Action item =
Write each line exactly as it stands, from the line containing "thumb cmc: (81, 455)" through the end of the data.
════════════════════
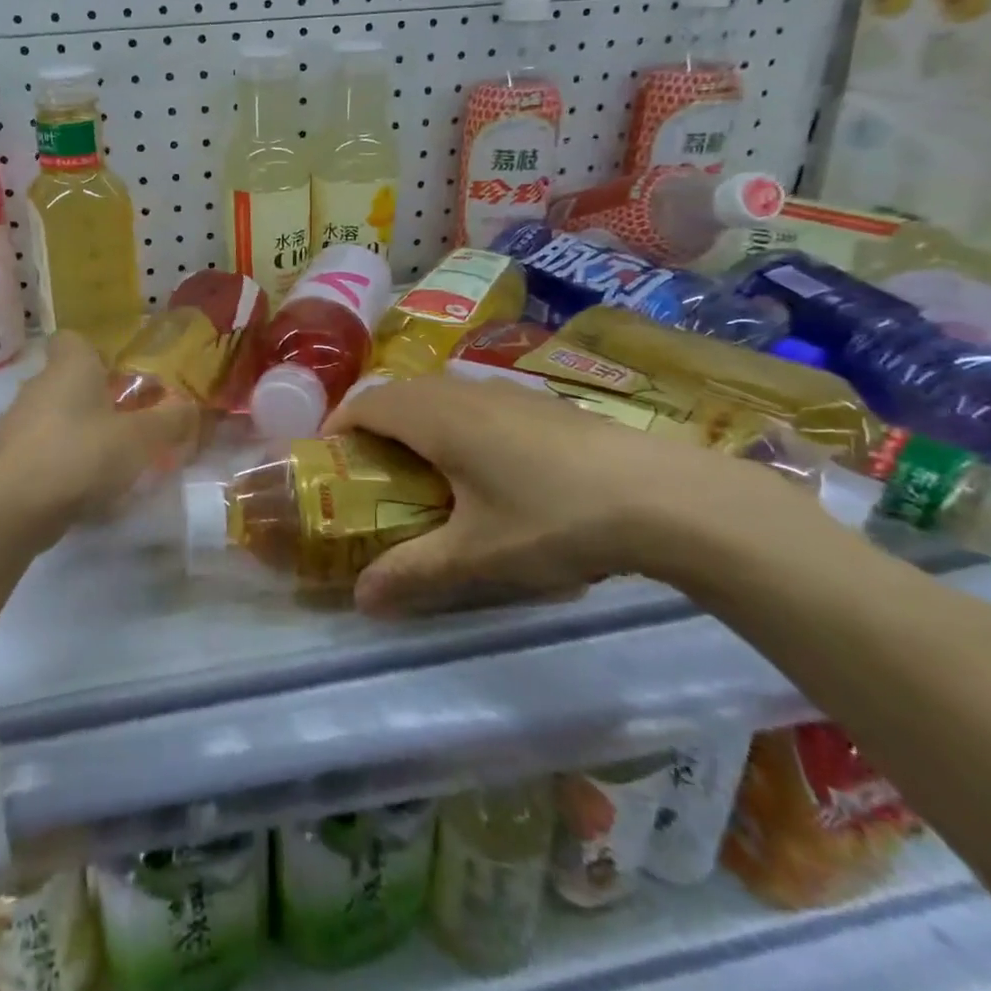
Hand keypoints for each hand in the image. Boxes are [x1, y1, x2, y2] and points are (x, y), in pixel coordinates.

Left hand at [0, 331, 198, 547]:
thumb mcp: (141, 438)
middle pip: (66, 381)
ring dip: (77, 434)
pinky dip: (59, 464)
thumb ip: (170, 420)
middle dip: (94, 400)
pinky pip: (40, 451)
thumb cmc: (81, 455)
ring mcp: (15, 424)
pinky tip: (82, 490)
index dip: (96, 353)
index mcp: (68, 367)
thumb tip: (189, 407)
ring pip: (53, 418)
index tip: (119, 377)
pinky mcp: (5, 459)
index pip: (72, 339)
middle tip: (126, 424)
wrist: (12, 508)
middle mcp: (37, 386)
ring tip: (109, 463)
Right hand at [323, 372, 796, 617]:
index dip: (337, 426)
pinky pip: (472, 401)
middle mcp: (462, 391)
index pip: (365, 403)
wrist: (663, 495)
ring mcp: (504, 391)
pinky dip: (453, 423)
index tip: (327, 460)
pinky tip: (482, 467)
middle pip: (397, 394)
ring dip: (415, 423)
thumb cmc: (553, 518)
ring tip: (421, 471)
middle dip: (372, 427)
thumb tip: (361, 599)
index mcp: (435, 416)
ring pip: (438, 394)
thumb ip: (413, 573)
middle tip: (369, 473)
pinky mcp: (538, 401)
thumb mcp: (477, 555)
════════════════════
Exercise solution =
thumb cmc: (81, 455)
ring mcp: (15, 424)
pinky tip: (82, 490)
index dip: (96, 353)
index mcp: (68, 367)
thumb tip: (189, 407)
ring pip: (53, 418)
index tip: (119, 377)
pinky mcp: (5, 459)
index pip: (72, 339)
middle tip: (126, 424)
wrist: (12, 508)
middle mcp: (37, 386)
ring tip: (109, 463)
Right hand at [323, 372, 796, 617]:
index dip: (337, 426)
pinky pip: (472, 401)
middle mcp: (462, 391)
index pip: (365, 403)
wrist: (663, 495)
ring mcp: (504, 391)
pinky dip: (453, 423)
index tip: (327, 460)
pinky tip: (482, 467)
middle pip: (397, 394)
ring dip: (415, 423)
thumb cmc: (553, 518)
ring tip: (421, 471)
middle dip: (372, 427)
thumb tip: (361, 599)
index mcp: (435, 416)
ring pip: (438, 394)
thumb ip: (413, 573)
middle tip: (369, 473)
pinky mcp: (538, 401)
thumb mcp: (477, 555)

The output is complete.